Task to carry out: Each entry is to be retyped without alteration, and no picture is to be included.

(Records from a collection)
........

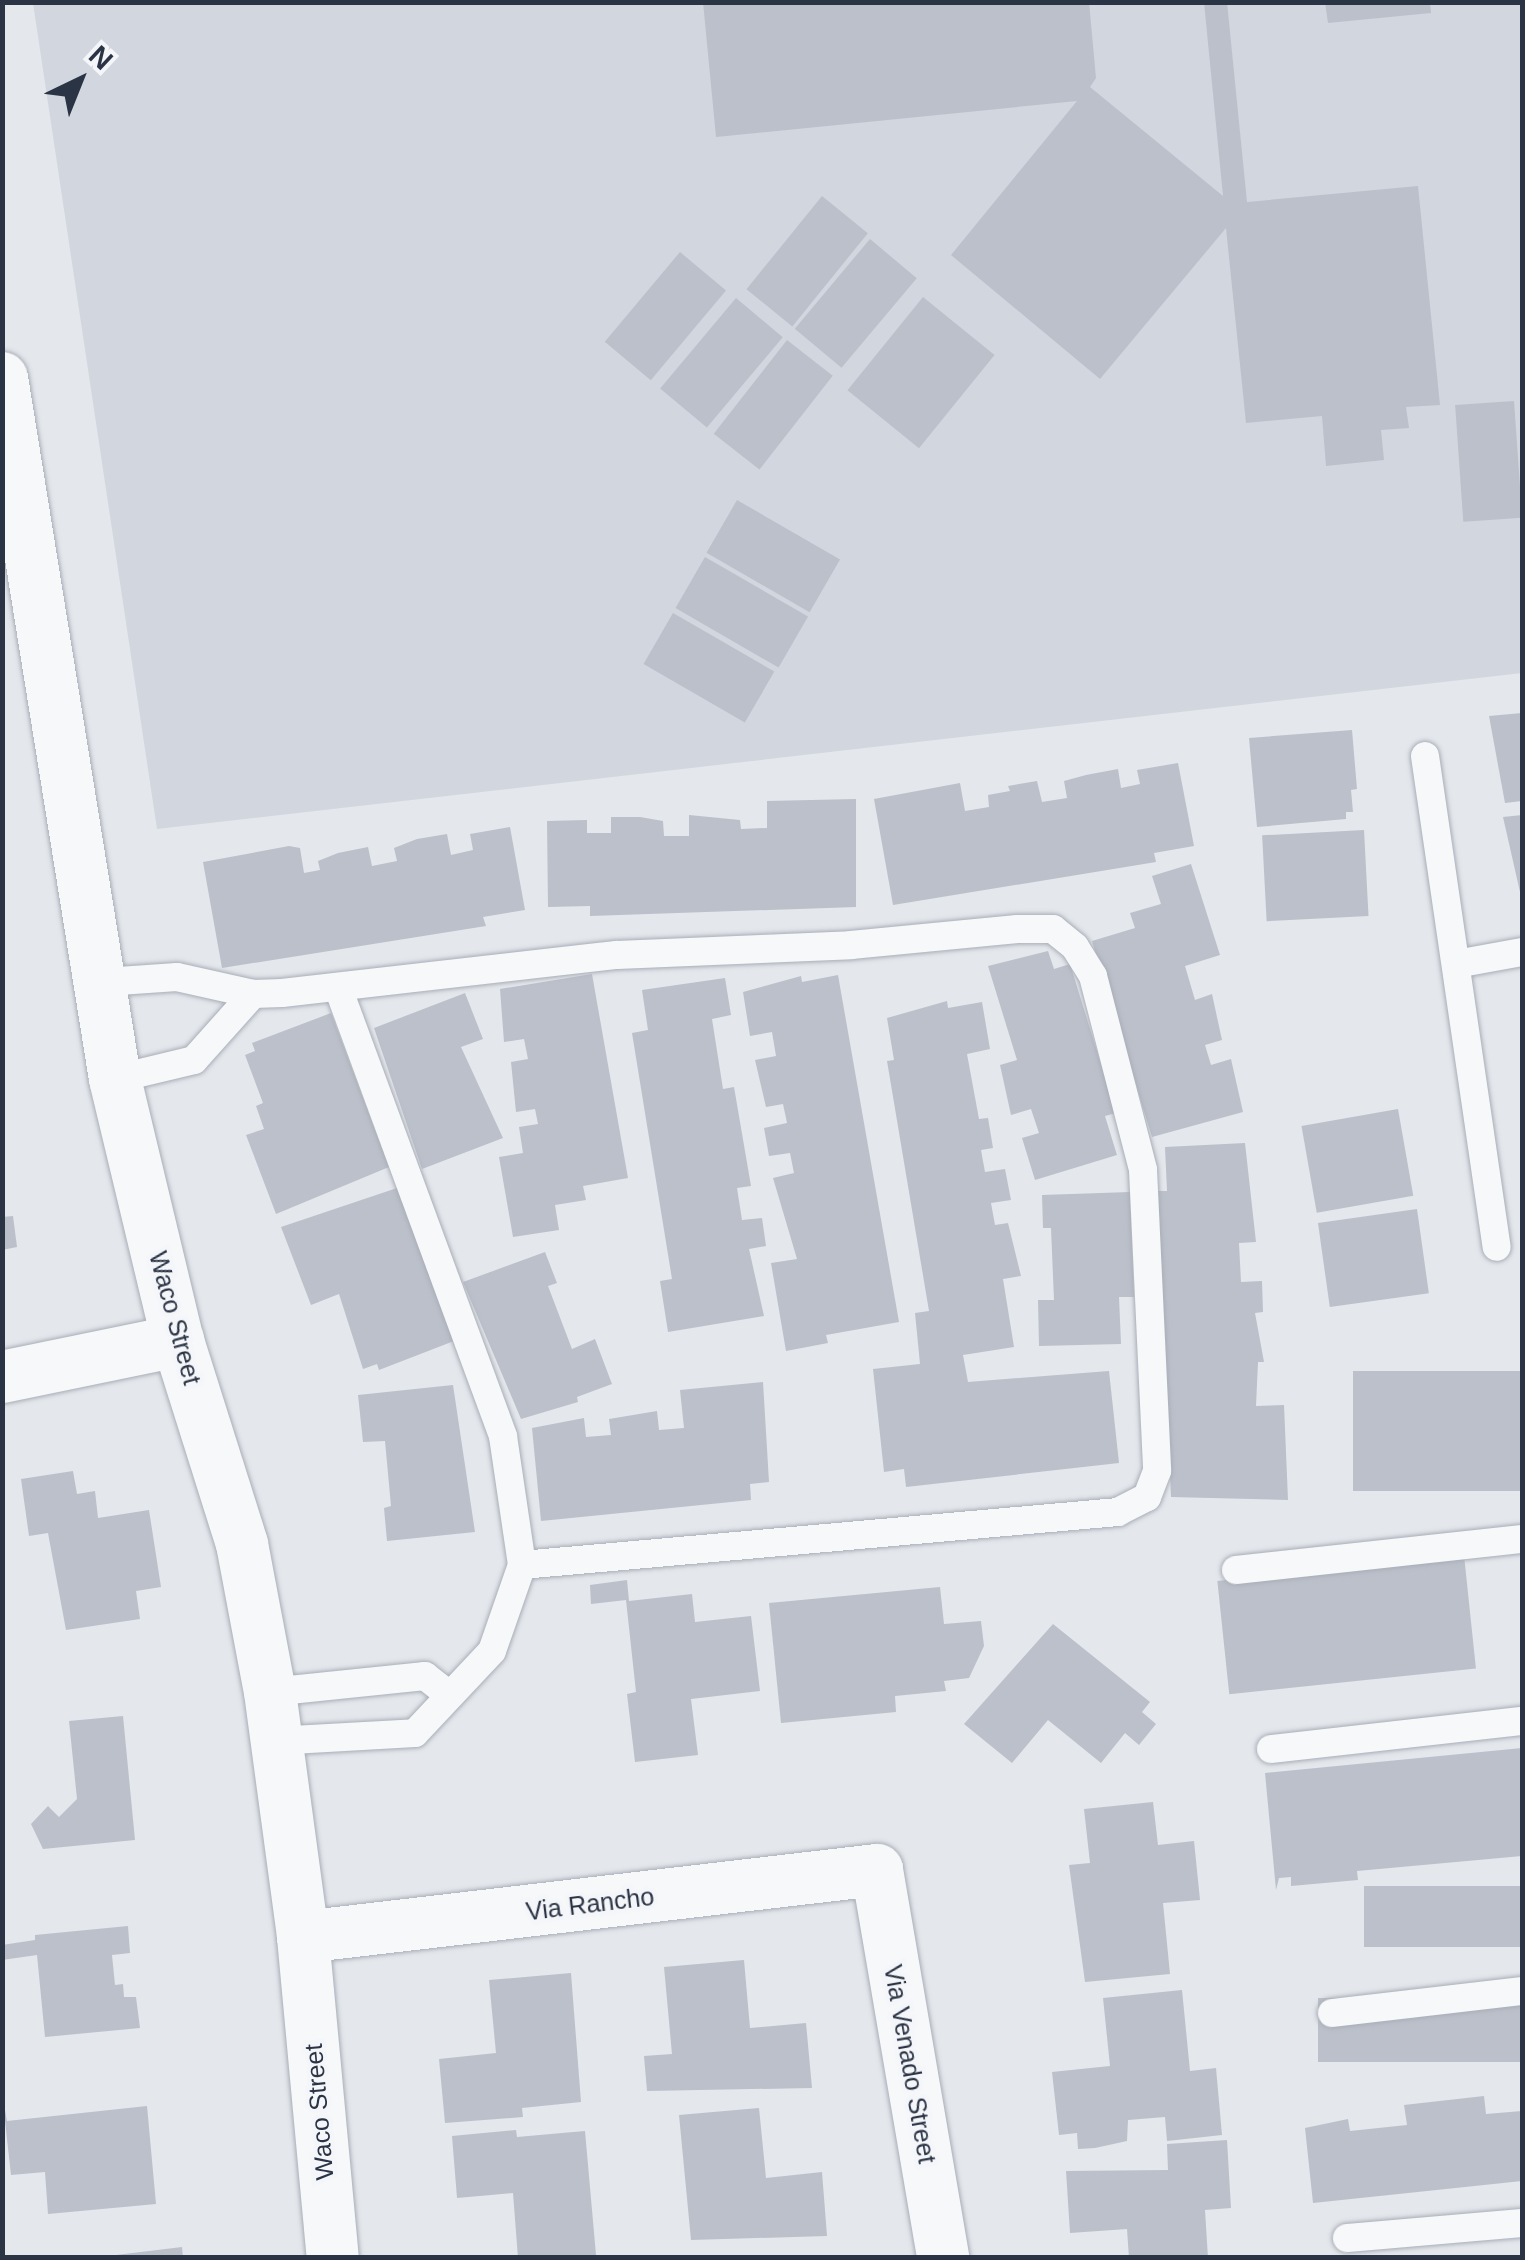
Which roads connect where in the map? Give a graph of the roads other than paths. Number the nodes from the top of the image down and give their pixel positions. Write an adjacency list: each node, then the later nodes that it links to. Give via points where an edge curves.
1 (2, 378): 5 (street, Waco Street)
2 (1425, 756): 4 (lane)
3 (1522, 952): 4 (lane)
4 (1456, 964): 9 (lane)
5 (104, 982): 7 (lane, via 177,977); 8 (street, Waco Street)
6 (338, 987): 7 (lane); 13 (lane, via 503,1436); 13 (lane, via 617,955 1017,930 1053,930 1075,946 1093,976 1143,1170 1156,1470 1148,1497 1118,1512)
7 (253, 994): 8 (lane, via 194,1060)
8 (115, 1079): 10 (street, Waco Street)
9 (1497, 1247)
10 (178, 1341): 11 (street); 16 (street, Waco Street, via 242,1544)
11 (2, 1378)
12 (1522, 1539): 14 (lane)
13 (522, 1565): 15 (lane, via 492,1651)
14 (1236, 1570)
15 (448, 1694): 16 (lane, via 425,1676); 16 (lane, via 437,1716 414,1734)
16 (272, 1716): 20 (street, Waco Street)
17 (1522, 1721): 18 (lane)
18 (1271, 1748)
19 (877, 1870): 20 (street, Via Rancho); 26 (street, Via Venado Street)
20 (303, 1938): 25 (street, Waco Street)
21 (1522, 1992): 22 (lane)
22 (1332, 2013)
23 (1522, 2223): 24 (lane)
24 (1347, 2238)
25 (333, 2258)
26 (942, 2258)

........

Response for this exercise:
Which roads connect where in the map? Give a graph of the roads other than paths. Number the nodes from the top of the image down and give their pixel positions. Write an adjacency list: each node, then the later nodes that it links to. Give via points where an edge curves.
1 (2, 378): 5 (street, Waco Street)
2 (1425, 756): 4 (lane)
3 (1522, 952): 4 (lane)
4 (1456, 964): 9 (lane)
5 (104, 982): 7 (lane, via 177,977); 8 (street, Waco Street)
6 (338, 987): 7 (lane); 13 (lane, via 503,1436); 13 (lane, via 617,955 1017,930 1053,930 1075,946 1093,976 1143,1170 1156,1470 1148,1497 1118,1512)
7 (253, 994): 8 (lane, via 194,1060)
8 (115, 1079): 10 (street, Waco Street)
9 (1497, 1247)
10 (178, 1341): 11 (street); 16 (street, Waco Street, via 242,1544)
11 (2, 1378)
12 (1522, 1539): 14 (lane)
13 (522, 1565): 15 (lane, via 492,1651)
14 (1236, 1570)
15 (448, 1694): 16 (lane, via 425,1676); 16 (lane, via 437,1716 414,1734)
16 (272, 1716): 20 (street, Waco Street)
17 (1522, 1721): 18 (lane)
18 (1271, 1748)
19 (877, 1870): 20 (street, Via Rancho); 26 (street, Via Venado Street)
20 (303, 1938): 25 (street, Waco Street)
21 (1522, 1992): 22 (lane)
22 (1332, 2013)
23 (1522, 2223): 24 (lane)
24 (1347, 2238)
25 (333, 2258)
26 (942, 2258)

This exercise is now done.